What is needed:
The full listing, minus its pictures, should be printed again exactly as it stands.

Record set:
◆ ◆ ◆ ◆ ◆ ◆ ◆

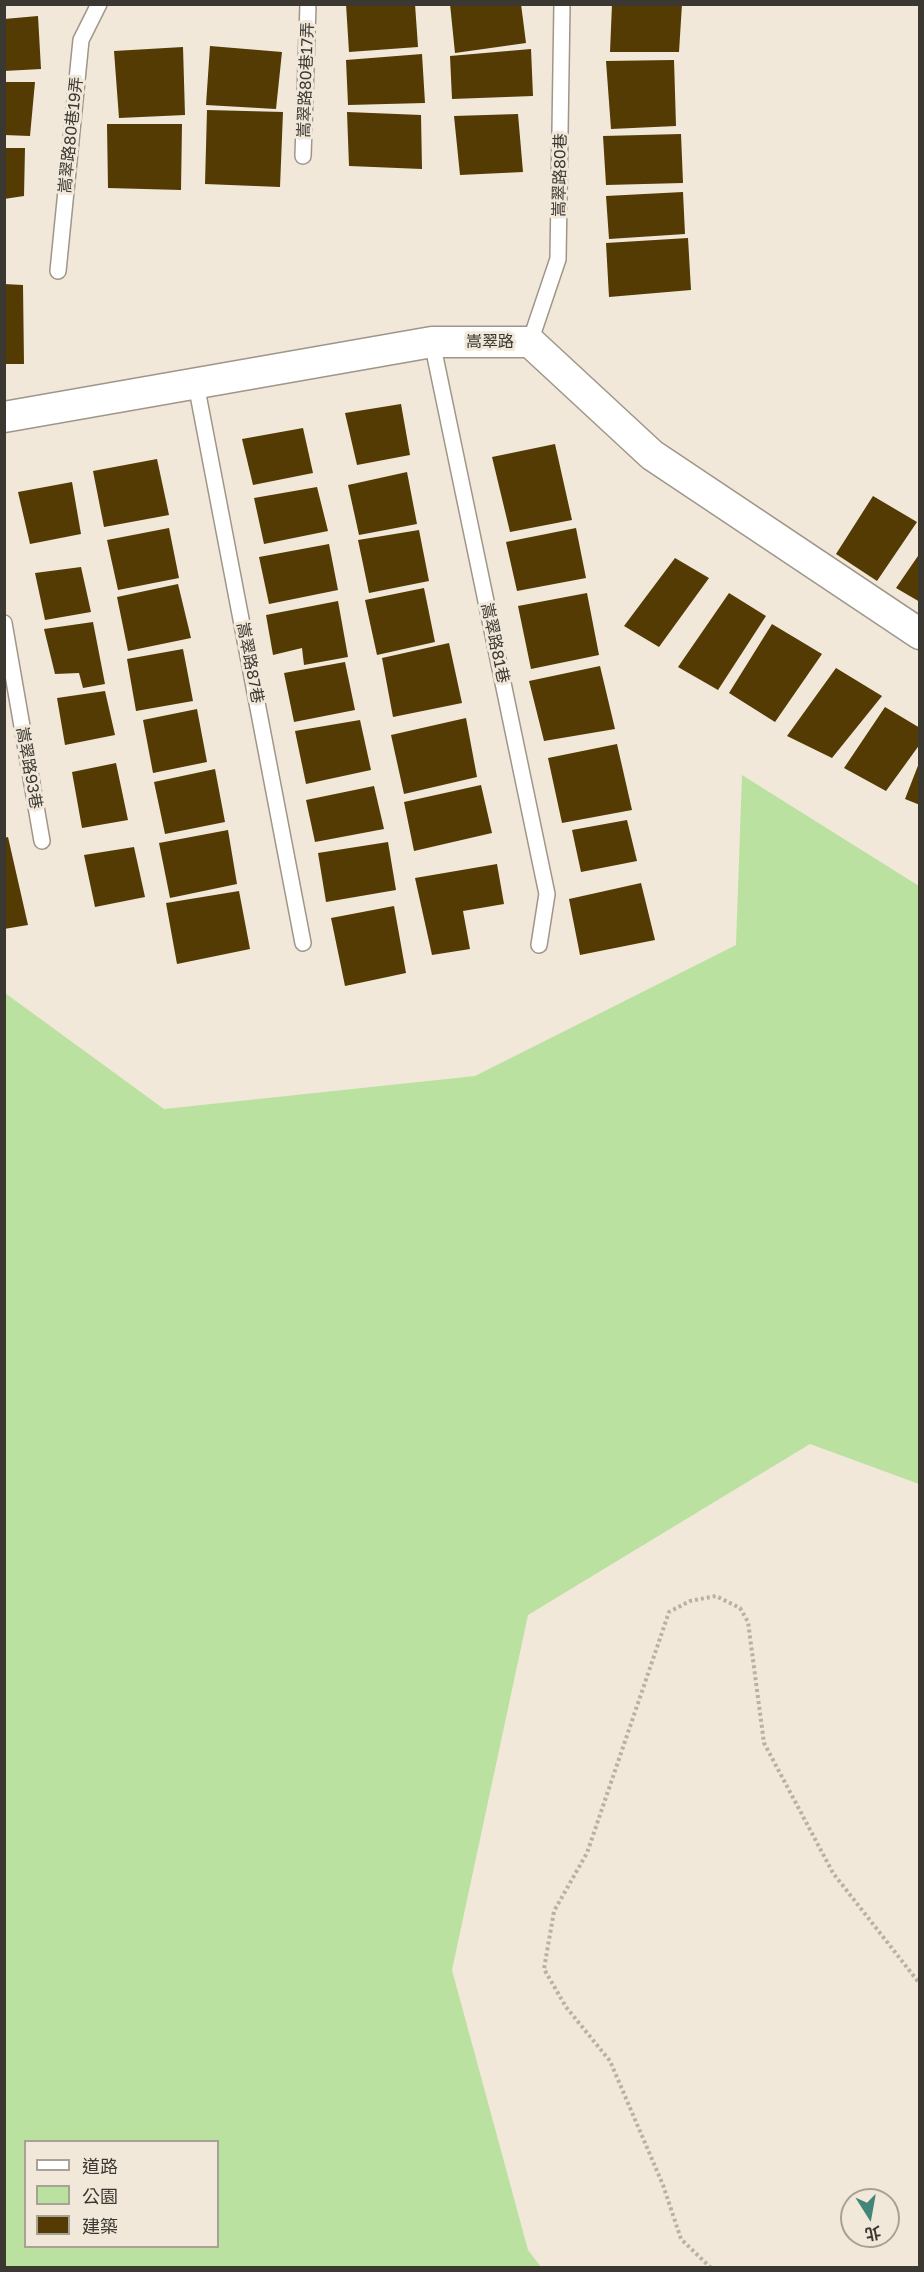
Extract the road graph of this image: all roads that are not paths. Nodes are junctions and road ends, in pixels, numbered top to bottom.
1 (99, 4) edge
2 (308, 4) edge
3 (562, 4) edge
4 (303, 156) dead end
5 (58, 271) dead end
6 (432, 342) junction
7 (530, 342) junction
8 (196, 384) junction
9 (4, 417) edge
10 (4, 623) edge
11 (920, 634) edge
12 (42, 841) dead end
13 (303, 943) dead end
14 (539, 945) dead end

1 - 5 lane, 嵩翠路80巷19弄
2 - 4 lane, 嵩翠路80巷17弄
3 - 7 lane, 嵩翠路80巷
6 - 7 street, 嵩翠路
6 - 8 street, 嵩翠路
6 - 14 lane, 嵩翠路81巷
7 - 11 street, 嵩翠路
8 - 9 street, 嵩翠路
8 - 13 lane, 嵩翠路87巷
10 - 12 lane, 嵩翠路93巷

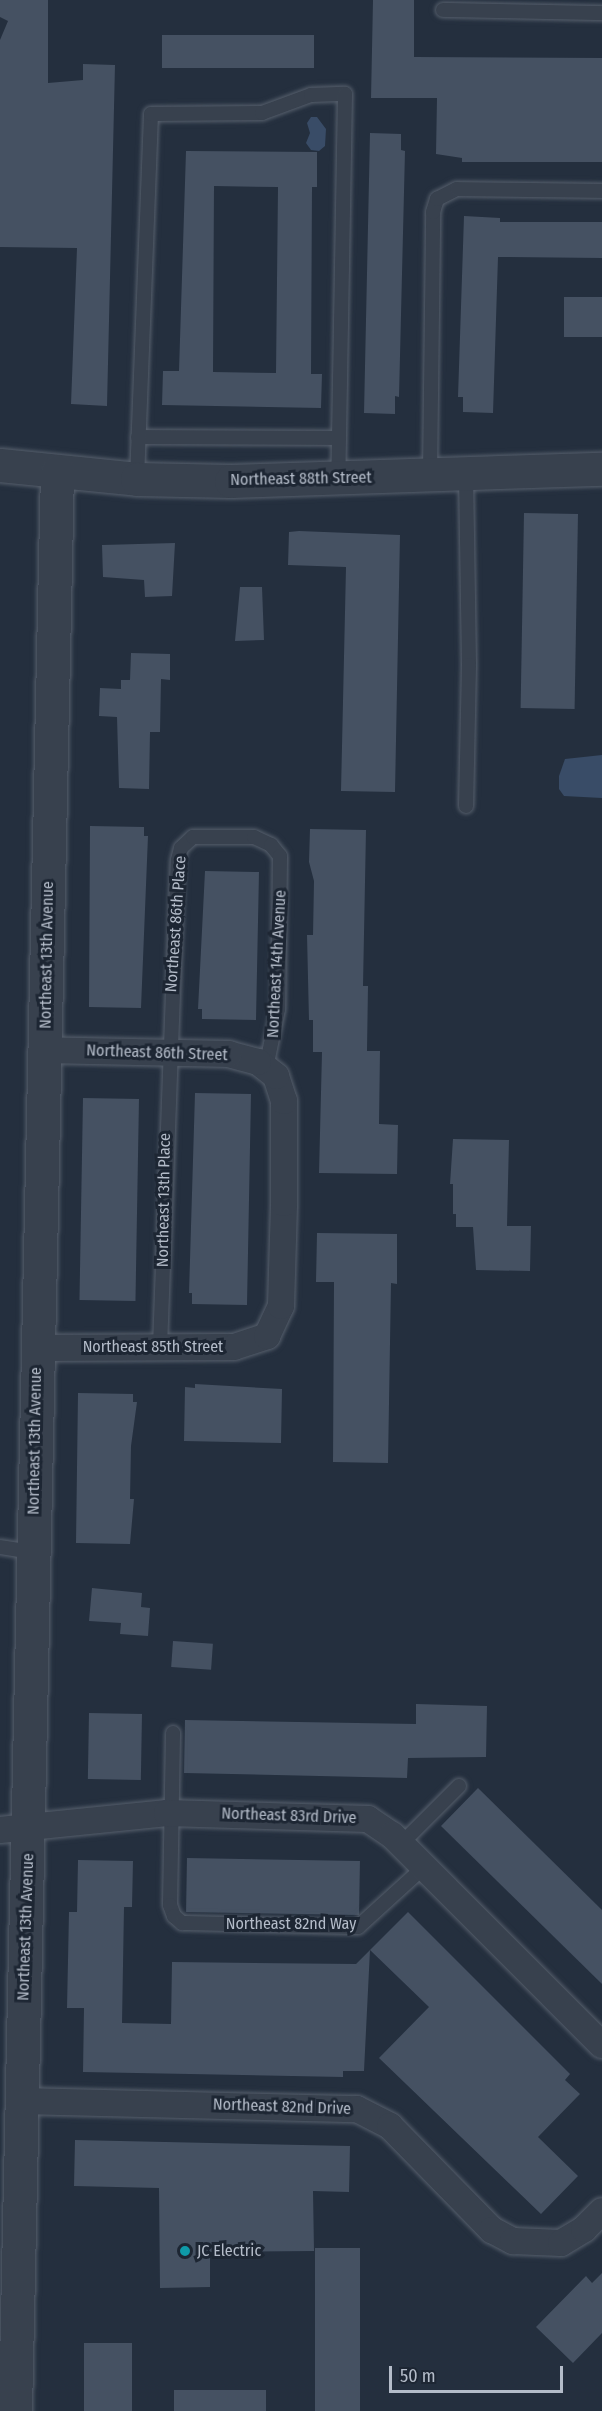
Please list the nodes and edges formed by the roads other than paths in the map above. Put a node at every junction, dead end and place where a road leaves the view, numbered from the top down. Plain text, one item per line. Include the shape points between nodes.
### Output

◆ ◆ ◆ ◆ ◆ ◆ ◆

Written answer:
Extract the road graph of this image: all roads that are not paths. Nodes are junctions and road ends, in pixels, numbered top to bottom.
1 (99, 4) edge
2 (308, 4) edge
3 (562, 4) edge
4 (303, 156) dead end
5 (58, 271) dead end
6 (432, 342) junction
7 (530, 342) junction
8 (196, 384) junction
9 (4, 417) edge
10 (4, 623) edge
11 (920, 634) edge
12 (42, 841) dead end
13 (303, 943) dead end
14 (539, 945) dead end

1 - 5 lane, 嵩翠路80巷19弄
2 - 4 lane, 嵩翠路80巷17弄
3 - 7 lane, 嵩翠路80巷
6 - 7 street, 嵩翠路
6 - 8 street, 嵩翠路
6 - 14 lane, 嵩翠路81巷
7 - 11 street, 嵩翠路
8 - 9 street, 嵩翠路
8 - 13 lane, 嵩翠路87巷
10 - 12 lane, 嵩翠路93巷

Please list the nodes and edges formed by the roads other than paths in the map above. Put a node at every junction, dead end and place where a road leaves the view, numbered from the top down. Plain text, one item per line. Include the shape points between nodes.
### Output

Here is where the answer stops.